12a Papa poorly? This may help (4)
PILL: The letter represented in the NATO phonetic alphabet by paper with poorly or sick. The definition refers back to the rest of the clue
14a Show boss maybe a strange game, foolishly (5,7)
STAGE MANAGER: An anagram (foolishly) of A STRANGE GAME
18a Missing cord that's useful for a jumper? (8-4)
SKIPPING-ROPE: Missing or bypassing with a synonym of cord. The definition refers back to some of the wordplay
21a Whoppers covered in cheese I like sent back (4)
LIES: The answer is hidden in the reversal (covered in … sent back) of the remaining words in the clue
22a Genuine couple's qualities (10)
PROPERTIES: Genuine or appropriate with couples or joins
25a Toured Beethoven's Fourth, and French composer conducted (9)
TRAVELLED: Concatenate the fourth letter of BEETHOVEN, a French composer of music for ice dancing, and a synonym of conducted
26a Look around university for thin fabric (5)
GAUZE: Look fixedly containing (around) the single letter for university
27a Reveal lips changing within 24 hours (7)
DISPLAY: An anagram (changing) of LIPS contained by (within) a short word for 24 hours
28a Most stretched out legs, not painfully (7)

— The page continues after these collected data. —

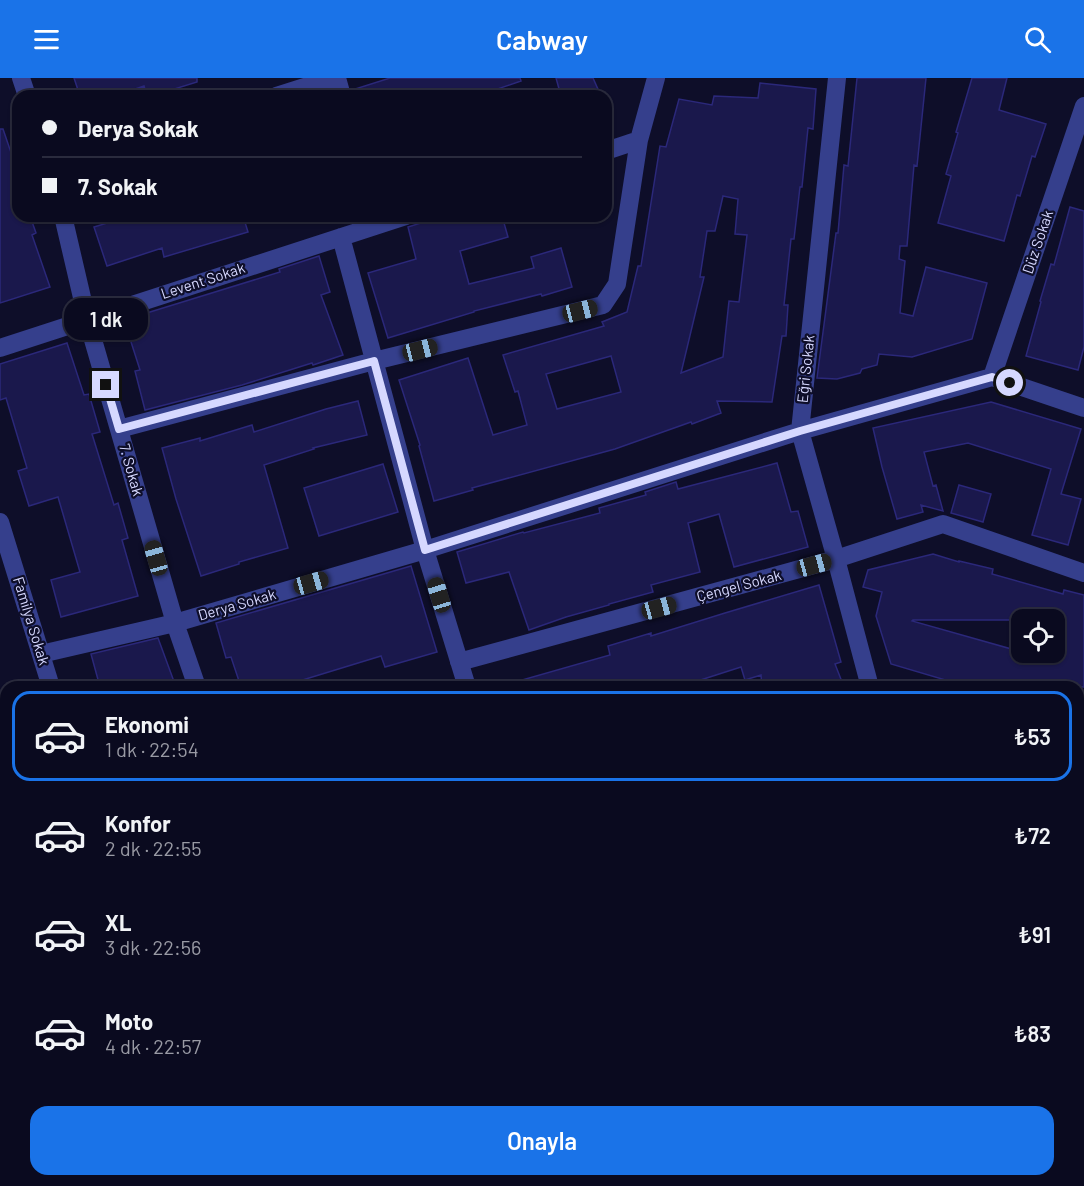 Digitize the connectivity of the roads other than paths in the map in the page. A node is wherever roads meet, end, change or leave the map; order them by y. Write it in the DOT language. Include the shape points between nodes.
graph roads {
  1 [pos="335,78"];
  2 [pos="655,78"];
  3 [pos="662,78"];
  4 [pos="837,78"];
  5 [pos="296,90"];
  6 [pos="1084,106"];
  7 [pos="639,140"];
  8 [pos="612,149"];
  9 [pos="64,222"];
  10 [pos="373,222"];
  11 [pos="341,237"];
  12 [pos="87,318"];
  13 [pos="0,348"];
  14 [pos="374,361"];
  15 [pos="992,377"];
  16 [pos="1084,408"];
  17 [pos="119,429"];
  18 [pos="800,431"];
  19 [pos="0,522"];
  20 [pos="425,550"];
  21 [pos="836,559"];
  22 [pos="1084,573"];
  23 [pos="175,623"];
  24 [pos="41,654"];
  25 [pos="459,662"];
  26 [pos="49,681"];
  27 [pos="194,681"];
  28 [pos="465,681"];
  29 [pos="868,681"];
  1 -- 5 [label="street"];
  2 -- 3 [label="street"];
  2 -- 7 [label="street"];
  4 -- 18 [label="street, Eğri Sokak"];
  6 -- 15 [label="street, Düz Sokak"];
  7 -- 8 [label="street"];
  7 -- 14 [label="street" via="617,284 603,305"];
  9 -- 12 [label="street, 7. Sokak"];
  10 -- 11 [label="street, Levent Sokak"];
  11 -- 12 [label="street, Levent Sokak"];
  11 -- 14 [label="street"];
  12 -- 13 [label="street, Levent Sokak"];
  12 -- 17 [label="street, 7. Sokak"];
  14 -- 17 [label="street"];
  14 -- 20 [label="street"];
  15 -- 16 [label="street"];
  15 -- 18 [label="street, Derya Sokak"];
  17 -- 23 [label="street, 7. Sokak"];
  18 -- 20 [label="street, Derya Sokak"];
  18 -- 21 [label="street, Eğri Sokak"];
  19 -- 24 [label="street, Familya Sokak"];
  20 -- 23 [label="street, Derya Sokak"];
  20 -- 25 [label="street"];
  21 -- 22 [label="street, Çengel Sokak" via="943,524"];
  21 -- 25 [label="street, Çengel Sokak"];
  21 -- 29 [label="street, Eğri Sokak"];
  23 -- 24 [label="street, Derya Sokak"];
  23 -- 27 [label="street, 7. Sokak"];
  24 -- 26 [label="street, Familya Sokak"];
  25 -- 28 [label="street"];
}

LONGEST: An anagram (painfully) of LEGS NOT
1d Responsibility to catch one fish (6)
PLAICE: Responsibility or duty containing (to catch) the Roman one
2d Machine broken, gin escaped bottles (6)
ENGINE: The fusion of words two, three, and four hides (bottles) the answer
3d Record player with brand label (10)
STEREOTYPE: An informal name for a record player with brand or sort
4d Rubbish student lacking ambition (5)
DRIVE: Another word for rubbish, minus the single letter indicating a student or learner driver (… student lacking)
5d Ordered ace Merlot -- one will turn up eventually (9)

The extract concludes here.